» **Description of the task**: From the records below, please return each line that holds the word "lane".
__________
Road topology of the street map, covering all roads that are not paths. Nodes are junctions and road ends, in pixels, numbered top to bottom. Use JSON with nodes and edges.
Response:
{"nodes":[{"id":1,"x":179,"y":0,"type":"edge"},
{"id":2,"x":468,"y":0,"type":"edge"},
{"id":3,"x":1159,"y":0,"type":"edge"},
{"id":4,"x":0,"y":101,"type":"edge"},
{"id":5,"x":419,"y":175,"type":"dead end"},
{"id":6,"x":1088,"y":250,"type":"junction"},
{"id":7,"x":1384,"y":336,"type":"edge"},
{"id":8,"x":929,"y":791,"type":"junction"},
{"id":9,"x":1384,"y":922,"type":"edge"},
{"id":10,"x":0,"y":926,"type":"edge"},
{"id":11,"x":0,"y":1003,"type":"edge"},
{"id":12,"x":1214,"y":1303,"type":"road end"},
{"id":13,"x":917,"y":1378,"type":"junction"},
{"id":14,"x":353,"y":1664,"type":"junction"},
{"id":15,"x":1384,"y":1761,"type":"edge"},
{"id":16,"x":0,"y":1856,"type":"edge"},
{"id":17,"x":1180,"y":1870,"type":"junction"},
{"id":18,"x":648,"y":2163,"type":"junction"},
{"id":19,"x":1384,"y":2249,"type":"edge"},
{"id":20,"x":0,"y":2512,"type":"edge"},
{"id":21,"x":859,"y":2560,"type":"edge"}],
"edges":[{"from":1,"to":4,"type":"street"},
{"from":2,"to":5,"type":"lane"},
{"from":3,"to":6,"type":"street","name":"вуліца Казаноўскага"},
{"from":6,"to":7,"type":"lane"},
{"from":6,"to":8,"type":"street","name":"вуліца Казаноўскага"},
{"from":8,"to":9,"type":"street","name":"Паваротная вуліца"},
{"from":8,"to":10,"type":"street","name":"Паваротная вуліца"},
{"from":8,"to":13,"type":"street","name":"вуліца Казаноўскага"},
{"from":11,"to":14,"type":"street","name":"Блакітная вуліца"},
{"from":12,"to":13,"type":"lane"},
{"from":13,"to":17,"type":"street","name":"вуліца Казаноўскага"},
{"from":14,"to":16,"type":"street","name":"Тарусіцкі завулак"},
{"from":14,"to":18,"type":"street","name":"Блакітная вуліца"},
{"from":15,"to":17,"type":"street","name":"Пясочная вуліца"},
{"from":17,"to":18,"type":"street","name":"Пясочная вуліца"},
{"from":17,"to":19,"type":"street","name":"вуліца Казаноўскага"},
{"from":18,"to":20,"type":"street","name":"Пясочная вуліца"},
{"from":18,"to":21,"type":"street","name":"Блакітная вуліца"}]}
__________
» **Written response**:
{"from":2,"to":5,"type":"lane"},
{"from":6,"to":7,"type":"lane"},
{"from":12,"to":13,"type":"lane"},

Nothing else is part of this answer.